Sir W. JOYNSON-HICKS

No.

Mr. HARRIS

One source of information will be dried up. I heard it suggested continually from the opposite side of the House that the Valuation Department would now have to get its information through the ordinary channels, but getting it through those ordinary channels will, on many occasions, entail payment for expert advice, where the information could have been got from these forms when they were filed away.

Mr. D. HERBERT

Oh, no!

Mr. HARRIS

I hope I am wrong, but, at any rate, my point still remains good, that the only interest in the country that has got any concession from the Financial Secretary, during the many weeks we have spent over the Finance Bill, is the landed interest. I should like just to refer to the concession with regard to the Beer Duty. The question was raised by my hon. Friend the Member for Bodmin (Mr. Foot) and also by my hon. Friend the Member for Oxford (Mr. F. Gray), as to whether the brewers were giving the whole advantage to the retailers of beer. The Financial Secretary, I think, undertook to look into the matter. There is reason to believe, at any rate in the provinces—I do not think it applies to London—that many small brewers are not giving to the retailers the full advantage of the reduction in tax, according to the private arrangement made between the Chancellor of the Exchequer and the trade.
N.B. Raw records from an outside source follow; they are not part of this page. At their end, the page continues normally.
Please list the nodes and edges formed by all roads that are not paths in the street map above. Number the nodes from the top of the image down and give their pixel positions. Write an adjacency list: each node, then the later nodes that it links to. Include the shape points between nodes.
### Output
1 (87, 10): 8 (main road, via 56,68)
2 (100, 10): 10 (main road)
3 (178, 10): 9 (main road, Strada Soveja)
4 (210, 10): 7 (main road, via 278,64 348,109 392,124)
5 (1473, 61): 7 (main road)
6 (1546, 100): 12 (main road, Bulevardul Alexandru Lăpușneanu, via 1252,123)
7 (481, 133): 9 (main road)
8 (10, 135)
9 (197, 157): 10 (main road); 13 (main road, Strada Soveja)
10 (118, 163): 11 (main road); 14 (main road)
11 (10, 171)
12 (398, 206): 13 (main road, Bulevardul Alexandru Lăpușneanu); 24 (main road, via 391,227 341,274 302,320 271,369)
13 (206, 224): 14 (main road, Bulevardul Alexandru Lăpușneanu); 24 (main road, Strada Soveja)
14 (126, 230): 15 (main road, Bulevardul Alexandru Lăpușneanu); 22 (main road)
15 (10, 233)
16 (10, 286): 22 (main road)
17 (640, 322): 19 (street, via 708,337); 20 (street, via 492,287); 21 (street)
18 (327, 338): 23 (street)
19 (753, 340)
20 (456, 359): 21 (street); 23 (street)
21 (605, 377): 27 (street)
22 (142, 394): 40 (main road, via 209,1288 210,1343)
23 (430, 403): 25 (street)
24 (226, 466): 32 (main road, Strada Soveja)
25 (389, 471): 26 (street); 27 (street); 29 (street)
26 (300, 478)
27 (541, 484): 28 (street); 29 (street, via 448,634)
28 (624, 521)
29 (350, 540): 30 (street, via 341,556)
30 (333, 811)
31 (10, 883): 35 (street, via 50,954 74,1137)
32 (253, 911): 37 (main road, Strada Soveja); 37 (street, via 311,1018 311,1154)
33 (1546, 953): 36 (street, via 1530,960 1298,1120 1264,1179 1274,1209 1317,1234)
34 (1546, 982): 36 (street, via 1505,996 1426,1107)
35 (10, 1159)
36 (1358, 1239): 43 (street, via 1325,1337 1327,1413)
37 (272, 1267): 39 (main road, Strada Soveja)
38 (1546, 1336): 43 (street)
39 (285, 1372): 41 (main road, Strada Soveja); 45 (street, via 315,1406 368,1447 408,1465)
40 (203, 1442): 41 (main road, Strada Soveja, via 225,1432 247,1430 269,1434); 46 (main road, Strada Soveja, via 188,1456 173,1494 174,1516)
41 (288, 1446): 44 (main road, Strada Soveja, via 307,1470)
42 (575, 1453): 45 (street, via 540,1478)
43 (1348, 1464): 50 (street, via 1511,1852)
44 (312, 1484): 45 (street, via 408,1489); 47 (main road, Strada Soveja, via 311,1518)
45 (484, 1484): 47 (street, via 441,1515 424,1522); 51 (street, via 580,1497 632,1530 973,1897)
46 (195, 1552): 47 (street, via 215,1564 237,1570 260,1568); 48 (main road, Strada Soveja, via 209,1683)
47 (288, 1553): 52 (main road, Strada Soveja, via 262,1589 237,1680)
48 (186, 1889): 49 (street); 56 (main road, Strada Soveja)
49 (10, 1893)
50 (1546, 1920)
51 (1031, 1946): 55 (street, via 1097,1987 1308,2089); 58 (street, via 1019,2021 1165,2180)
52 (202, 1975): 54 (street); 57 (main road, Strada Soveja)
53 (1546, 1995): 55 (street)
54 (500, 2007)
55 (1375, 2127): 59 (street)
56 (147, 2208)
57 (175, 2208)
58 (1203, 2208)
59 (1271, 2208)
Various suggestions have been made for the next Budget, and I should like to make a suggestion with reference to the Tobacco Duty. Nothing has been more remarkable than the enormous dividends which have been declared recently by the Tobacco Trust and the various allied companies. Dividends of 25, 35, and even 40 per cent. have been declared in one form or another, either in bonus shares or ordinary dividends, by the various tobacco companies. It does not seem right, while most industries are suffering from depression, and are having great difficulty in making two ends meet, that the tobacco industry, owing to the fact that it is largely a combine and is producing an article which it is easy to control, is able to show these enormous profits. Tobacco being an article of general consumption, though it is not, perhaps, a necessity, I would suggest that, when next year's Budget comes to be considered, some arrangement might be made whereby the tobacco industry might be asked to contribute a little more towards the taxes, and at the same time relieve the consumer.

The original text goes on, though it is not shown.